Please return every line from the entries that has the string "Słoneczne" in it.
--- Input for this task ---
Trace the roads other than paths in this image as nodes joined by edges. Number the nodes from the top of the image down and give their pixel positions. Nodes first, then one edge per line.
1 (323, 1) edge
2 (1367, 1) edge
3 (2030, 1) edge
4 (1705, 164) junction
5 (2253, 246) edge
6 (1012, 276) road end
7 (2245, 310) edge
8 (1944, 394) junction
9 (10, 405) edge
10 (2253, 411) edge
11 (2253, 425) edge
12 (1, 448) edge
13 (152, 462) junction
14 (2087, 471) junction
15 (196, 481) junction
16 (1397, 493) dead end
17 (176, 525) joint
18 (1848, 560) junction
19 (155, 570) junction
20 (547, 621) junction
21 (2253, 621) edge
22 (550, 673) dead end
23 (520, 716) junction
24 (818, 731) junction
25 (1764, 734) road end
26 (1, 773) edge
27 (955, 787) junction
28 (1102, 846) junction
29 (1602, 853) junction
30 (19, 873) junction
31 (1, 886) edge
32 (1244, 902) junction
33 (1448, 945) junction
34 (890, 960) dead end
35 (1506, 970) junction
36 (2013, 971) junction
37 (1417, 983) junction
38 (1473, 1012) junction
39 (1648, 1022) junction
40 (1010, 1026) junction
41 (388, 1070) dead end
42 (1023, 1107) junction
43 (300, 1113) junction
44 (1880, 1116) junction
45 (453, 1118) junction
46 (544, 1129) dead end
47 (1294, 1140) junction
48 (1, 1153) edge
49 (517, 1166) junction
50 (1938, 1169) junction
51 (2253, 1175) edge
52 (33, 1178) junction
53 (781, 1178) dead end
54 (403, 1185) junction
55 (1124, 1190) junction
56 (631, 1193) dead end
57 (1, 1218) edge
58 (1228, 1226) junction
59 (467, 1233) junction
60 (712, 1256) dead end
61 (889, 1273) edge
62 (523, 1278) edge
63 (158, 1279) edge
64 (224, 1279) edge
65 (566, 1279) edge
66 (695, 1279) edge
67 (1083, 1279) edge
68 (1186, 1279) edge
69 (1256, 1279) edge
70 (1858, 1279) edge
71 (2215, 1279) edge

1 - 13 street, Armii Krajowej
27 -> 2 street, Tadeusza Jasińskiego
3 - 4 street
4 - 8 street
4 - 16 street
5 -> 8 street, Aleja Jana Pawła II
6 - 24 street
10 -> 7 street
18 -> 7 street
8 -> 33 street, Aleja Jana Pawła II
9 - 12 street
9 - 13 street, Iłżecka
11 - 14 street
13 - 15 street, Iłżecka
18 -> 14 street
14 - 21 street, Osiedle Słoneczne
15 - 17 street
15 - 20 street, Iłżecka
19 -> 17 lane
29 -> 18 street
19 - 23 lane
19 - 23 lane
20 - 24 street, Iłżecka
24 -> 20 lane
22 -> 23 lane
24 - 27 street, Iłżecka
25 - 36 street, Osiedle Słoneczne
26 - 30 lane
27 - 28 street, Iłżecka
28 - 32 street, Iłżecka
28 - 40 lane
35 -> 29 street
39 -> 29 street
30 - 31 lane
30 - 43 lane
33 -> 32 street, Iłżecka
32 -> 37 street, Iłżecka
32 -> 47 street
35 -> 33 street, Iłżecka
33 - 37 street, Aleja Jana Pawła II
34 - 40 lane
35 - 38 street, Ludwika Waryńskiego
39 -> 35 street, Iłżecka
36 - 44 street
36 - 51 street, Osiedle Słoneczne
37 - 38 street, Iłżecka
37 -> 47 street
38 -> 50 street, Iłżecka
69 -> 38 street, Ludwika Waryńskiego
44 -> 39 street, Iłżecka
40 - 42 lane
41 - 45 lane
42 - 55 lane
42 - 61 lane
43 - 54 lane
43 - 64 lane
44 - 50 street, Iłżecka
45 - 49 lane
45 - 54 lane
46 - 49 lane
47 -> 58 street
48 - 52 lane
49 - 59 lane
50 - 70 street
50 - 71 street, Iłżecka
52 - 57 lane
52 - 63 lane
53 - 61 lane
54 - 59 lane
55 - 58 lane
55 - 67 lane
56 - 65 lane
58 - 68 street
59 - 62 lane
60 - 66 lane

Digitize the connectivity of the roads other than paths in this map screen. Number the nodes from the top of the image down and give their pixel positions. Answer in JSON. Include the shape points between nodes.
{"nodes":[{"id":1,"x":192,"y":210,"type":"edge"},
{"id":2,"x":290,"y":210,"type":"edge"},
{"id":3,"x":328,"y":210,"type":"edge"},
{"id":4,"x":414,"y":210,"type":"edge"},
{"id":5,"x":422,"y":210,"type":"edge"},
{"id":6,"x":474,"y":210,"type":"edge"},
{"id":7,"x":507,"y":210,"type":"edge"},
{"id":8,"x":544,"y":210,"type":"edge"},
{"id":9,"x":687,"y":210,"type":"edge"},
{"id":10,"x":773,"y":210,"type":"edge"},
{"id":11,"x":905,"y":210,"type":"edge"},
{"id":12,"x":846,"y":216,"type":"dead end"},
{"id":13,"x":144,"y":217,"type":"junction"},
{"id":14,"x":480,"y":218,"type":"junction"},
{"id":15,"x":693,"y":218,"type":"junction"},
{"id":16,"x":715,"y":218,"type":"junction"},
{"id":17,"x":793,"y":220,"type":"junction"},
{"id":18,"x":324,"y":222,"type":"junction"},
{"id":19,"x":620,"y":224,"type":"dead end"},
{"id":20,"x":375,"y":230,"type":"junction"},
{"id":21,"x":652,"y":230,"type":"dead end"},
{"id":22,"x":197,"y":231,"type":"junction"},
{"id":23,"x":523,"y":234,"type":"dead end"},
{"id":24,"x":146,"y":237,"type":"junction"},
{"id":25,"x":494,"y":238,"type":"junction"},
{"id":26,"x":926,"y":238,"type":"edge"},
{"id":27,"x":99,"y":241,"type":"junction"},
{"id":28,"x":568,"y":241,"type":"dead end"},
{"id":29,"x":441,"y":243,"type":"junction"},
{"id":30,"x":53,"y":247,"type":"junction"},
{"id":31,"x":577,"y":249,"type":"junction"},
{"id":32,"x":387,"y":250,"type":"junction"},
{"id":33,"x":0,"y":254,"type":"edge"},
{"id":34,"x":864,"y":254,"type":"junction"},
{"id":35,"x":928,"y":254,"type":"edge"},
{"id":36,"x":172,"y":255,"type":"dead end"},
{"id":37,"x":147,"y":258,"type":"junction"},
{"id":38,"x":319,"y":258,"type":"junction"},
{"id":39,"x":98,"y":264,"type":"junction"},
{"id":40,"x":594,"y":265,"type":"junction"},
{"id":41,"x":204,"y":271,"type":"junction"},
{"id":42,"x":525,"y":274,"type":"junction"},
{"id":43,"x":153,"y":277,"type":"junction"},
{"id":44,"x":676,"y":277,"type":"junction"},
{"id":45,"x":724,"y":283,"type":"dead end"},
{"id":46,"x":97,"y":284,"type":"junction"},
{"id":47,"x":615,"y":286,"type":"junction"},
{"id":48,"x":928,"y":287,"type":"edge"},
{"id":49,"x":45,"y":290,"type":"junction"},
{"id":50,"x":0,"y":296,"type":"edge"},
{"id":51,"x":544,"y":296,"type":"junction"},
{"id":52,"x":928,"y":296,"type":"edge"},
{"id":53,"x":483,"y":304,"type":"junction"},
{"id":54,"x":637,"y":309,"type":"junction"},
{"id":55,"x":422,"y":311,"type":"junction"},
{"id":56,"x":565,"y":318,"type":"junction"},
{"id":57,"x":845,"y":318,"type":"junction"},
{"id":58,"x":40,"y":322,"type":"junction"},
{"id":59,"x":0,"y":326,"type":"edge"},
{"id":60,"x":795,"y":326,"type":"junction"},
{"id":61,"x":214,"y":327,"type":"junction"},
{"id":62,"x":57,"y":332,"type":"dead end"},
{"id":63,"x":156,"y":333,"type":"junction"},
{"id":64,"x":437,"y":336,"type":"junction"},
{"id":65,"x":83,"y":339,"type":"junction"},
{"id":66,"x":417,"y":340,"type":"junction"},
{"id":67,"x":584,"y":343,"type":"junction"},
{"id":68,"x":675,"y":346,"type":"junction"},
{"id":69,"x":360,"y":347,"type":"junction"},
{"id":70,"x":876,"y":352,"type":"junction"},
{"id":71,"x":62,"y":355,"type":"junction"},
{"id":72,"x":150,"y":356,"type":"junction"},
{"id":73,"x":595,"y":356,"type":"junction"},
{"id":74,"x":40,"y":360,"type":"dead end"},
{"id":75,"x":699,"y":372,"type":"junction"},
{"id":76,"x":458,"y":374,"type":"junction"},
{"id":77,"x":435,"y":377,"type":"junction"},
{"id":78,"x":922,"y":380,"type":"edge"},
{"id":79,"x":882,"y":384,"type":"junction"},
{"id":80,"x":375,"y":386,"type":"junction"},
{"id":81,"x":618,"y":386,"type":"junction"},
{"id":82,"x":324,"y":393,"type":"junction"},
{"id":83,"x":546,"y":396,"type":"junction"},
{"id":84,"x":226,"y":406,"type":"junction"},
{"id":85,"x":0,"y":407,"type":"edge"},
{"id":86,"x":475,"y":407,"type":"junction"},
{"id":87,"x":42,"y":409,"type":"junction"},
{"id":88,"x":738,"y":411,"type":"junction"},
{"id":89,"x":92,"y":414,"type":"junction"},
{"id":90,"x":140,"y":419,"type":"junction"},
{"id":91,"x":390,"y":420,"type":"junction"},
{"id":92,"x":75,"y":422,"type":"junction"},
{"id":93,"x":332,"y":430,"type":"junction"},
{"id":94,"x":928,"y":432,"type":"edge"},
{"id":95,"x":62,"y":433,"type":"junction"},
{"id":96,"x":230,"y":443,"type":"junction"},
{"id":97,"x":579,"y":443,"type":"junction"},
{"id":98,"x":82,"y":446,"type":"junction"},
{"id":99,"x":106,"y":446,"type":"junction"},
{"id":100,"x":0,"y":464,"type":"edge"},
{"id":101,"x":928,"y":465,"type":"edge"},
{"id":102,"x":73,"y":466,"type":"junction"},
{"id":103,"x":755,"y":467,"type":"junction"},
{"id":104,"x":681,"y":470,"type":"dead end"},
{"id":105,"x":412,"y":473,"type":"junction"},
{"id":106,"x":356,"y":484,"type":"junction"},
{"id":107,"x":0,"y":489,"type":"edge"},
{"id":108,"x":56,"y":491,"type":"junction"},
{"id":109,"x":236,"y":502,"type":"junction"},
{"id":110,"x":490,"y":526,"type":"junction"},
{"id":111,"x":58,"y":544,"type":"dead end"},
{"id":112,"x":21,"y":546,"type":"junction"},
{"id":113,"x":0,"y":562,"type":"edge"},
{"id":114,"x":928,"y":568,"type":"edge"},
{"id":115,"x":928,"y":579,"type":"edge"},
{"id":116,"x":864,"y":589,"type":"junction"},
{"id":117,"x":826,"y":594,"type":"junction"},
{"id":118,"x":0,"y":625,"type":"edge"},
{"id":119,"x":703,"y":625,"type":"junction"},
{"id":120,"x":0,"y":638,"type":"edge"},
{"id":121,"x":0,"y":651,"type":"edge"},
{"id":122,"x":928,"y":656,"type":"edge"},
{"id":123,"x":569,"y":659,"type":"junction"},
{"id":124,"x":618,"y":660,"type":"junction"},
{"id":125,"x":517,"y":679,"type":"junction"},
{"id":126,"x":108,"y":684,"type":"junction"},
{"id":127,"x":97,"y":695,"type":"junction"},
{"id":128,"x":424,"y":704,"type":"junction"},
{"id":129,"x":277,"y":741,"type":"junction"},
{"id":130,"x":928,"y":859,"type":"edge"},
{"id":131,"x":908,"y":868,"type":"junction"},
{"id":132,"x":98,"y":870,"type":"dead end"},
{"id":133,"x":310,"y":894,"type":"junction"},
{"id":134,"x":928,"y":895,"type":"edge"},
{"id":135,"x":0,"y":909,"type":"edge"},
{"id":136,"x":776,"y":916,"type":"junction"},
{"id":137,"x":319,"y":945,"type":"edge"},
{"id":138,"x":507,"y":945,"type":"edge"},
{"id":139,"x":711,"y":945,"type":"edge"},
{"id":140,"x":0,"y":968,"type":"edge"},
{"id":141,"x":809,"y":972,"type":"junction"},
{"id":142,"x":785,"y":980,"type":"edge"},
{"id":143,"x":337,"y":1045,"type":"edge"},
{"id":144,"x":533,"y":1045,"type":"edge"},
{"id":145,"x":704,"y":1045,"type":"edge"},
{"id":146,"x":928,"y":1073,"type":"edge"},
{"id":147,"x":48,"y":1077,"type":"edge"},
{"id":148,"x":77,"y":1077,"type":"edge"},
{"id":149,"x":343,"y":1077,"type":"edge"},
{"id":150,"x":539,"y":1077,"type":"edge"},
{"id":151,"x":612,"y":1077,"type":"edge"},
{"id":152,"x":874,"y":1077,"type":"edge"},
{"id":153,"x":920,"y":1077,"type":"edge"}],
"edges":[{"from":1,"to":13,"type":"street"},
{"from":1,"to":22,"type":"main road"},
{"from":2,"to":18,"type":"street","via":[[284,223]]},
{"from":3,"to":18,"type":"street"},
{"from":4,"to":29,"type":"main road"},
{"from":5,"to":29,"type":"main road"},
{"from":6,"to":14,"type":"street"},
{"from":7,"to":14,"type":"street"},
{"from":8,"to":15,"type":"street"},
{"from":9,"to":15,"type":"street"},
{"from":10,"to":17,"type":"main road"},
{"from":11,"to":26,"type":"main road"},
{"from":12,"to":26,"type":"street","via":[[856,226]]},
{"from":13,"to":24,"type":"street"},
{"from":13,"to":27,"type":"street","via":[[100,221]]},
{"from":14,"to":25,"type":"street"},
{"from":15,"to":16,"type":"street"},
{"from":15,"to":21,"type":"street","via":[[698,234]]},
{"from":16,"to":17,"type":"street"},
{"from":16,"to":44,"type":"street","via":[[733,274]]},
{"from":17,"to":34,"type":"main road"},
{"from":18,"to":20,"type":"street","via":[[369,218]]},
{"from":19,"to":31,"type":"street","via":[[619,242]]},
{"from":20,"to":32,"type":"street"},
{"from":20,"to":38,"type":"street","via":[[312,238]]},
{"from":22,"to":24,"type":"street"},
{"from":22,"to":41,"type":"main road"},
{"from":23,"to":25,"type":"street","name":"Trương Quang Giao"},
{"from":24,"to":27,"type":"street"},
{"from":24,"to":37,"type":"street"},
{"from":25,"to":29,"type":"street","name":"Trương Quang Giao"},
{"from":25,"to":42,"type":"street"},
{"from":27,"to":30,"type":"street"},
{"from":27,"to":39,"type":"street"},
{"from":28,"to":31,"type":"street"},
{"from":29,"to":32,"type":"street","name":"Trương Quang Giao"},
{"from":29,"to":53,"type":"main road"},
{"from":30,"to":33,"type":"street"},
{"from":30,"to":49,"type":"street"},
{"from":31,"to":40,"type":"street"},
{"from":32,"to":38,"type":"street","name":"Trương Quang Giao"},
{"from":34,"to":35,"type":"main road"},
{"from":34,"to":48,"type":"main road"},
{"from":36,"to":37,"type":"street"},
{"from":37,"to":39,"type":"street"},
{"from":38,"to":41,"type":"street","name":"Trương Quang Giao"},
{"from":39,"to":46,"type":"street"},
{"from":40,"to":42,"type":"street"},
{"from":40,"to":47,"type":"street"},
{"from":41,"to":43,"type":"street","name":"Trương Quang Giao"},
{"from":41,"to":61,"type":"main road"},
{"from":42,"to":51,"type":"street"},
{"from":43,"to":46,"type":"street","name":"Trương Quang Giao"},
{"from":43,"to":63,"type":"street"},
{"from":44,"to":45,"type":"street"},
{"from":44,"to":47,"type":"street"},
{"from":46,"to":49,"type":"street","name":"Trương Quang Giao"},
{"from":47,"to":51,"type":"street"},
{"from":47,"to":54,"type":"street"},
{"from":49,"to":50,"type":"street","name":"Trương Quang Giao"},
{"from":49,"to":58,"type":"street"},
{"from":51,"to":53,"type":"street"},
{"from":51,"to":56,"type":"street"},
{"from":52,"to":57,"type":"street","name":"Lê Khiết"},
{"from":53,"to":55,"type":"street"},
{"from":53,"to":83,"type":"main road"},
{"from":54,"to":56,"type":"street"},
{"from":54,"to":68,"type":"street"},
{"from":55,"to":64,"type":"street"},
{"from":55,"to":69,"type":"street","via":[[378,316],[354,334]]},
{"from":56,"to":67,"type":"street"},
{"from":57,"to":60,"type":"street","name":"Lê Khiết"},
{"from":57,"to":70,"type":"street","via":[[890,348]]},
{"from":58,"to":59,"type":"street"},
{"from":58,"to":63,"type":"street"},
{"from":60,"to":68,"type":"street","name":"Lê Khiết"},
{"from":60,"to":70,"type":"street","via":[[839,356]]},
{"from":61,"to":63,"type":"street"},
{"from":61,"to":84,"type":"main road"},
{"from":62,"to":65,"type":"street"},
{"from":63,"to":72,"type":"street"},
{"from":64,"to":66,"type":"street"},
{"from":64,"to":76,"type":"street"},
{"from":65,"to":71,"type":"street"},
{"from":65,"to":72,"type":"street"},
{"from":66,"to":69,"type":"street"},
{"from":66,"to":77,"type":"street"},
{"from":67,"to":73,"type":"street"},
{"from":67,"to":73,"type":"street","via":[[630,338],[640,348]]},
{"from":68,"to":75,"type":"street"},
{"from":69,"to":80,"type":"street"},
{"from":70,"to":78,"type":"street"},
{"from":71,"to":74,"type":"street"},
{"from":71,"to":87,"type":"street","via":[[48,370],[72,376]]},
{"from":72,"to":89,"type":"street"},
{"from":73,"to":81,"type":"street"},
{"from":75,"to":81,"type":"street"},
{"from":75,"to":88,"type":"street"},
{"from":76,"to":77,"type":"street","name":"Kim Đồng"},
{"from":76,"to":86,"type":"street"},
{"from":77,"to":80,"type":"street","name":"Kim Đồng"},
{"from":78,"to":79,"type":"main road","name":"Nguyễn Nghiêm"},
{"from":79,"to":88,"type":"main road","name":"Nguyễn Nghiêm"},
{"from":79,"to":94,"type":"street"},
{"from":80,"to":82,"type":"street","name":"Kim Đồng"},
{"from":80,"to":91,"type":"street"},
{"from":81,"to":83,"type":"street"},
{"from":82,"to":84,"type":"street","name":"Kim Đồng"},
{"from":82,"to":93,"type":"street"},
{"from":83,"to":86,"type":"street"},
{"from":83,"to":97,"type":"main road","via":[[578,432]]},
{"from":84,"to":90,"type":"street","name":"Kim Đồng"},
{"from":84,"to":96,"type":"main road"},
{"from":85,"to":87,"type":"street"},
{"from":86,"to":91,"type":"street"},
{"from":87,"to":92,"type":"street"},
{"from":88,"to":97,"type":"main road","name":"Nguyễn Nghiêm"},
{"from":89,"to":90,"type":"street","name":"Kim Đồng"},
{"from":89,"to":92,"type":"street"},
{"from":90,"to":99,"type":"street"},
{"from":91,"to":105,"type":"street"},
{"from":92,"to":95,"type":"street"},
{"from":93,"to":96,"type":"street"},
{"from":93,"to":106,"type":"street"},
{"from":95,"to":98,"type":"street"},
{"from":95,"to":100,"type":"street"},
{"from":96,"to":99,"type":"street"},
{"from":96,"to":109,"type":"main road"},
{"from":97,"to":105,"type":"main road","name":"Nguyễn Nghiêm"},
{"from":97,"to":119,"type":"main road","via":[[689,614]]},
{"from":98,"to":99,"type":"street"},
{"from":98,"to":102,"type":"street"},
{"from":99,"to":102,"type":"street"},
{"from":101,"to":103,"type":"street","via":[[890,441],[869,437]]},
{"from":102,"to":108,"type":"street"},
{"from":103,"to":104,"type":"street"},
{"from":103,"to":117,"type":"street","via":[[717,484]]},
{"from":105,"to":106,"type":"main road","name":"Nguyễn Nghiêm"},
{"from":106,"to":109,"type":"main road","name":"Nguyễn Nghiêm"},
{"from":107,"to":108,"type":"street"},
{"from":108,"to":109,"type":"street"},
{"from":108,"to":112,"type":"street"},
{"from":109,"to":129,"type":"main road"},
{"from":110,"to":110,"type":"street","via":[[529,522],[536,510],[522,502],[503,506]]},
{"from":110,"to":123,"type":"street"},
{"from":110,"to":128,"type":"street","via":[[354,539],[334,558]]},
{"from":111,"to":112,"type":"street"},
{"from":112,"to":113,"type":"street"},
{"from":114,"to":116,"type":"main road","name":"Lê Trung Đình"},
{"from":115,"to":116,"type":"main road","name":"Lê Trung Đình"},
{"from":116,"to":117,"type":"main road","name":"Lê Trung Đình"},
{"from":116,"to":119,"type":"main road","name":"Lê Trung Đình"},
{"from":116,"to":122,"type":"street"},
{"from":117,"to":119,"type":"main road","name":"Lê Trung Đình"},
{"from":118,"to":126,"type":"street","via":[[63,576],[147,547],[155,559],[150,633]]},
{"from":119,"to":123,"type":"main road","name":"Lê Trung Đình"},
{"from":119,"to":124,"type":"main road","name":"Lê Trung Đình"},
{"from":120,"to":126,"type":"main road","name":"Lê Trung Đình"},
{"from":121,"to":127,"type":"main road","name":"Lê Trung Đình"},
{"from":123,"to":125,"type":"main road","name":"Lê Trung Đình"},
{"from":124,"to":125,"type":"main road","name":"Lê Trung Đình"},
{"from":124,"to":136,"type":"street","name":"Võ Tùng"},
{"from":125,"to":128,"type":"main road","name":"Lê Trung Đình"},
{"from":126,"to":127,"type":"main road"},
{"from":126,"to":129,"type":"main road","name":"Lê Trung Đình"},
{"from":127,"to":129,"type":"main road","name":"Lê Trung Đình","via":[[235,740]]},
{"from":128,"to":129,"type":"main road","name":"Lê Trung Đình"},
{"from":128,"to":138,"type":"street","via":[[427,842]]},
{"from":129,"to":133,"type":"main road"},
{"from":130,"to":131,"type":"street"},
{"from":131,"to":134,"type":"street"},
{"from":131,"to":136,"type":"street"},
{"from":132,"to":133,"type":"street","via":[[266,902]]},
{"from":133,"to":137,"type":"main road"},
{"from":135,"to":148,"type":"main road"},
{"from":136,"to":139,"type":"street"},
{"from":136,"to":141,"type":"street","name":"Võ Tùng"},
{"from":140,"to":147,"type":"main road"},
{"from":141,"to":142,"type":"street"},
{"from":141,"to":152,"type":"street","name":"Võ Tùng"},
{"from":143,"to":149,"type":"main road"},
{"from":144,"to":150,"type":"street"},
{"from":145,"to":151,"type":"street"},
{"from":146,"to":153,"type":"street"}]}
---
• [Task answer]
14 - 21 street, Osiedle Słoneczne
25 - 36 street, Osiedle Słoneczne
36 - 51 street, Osiedle Słoneczne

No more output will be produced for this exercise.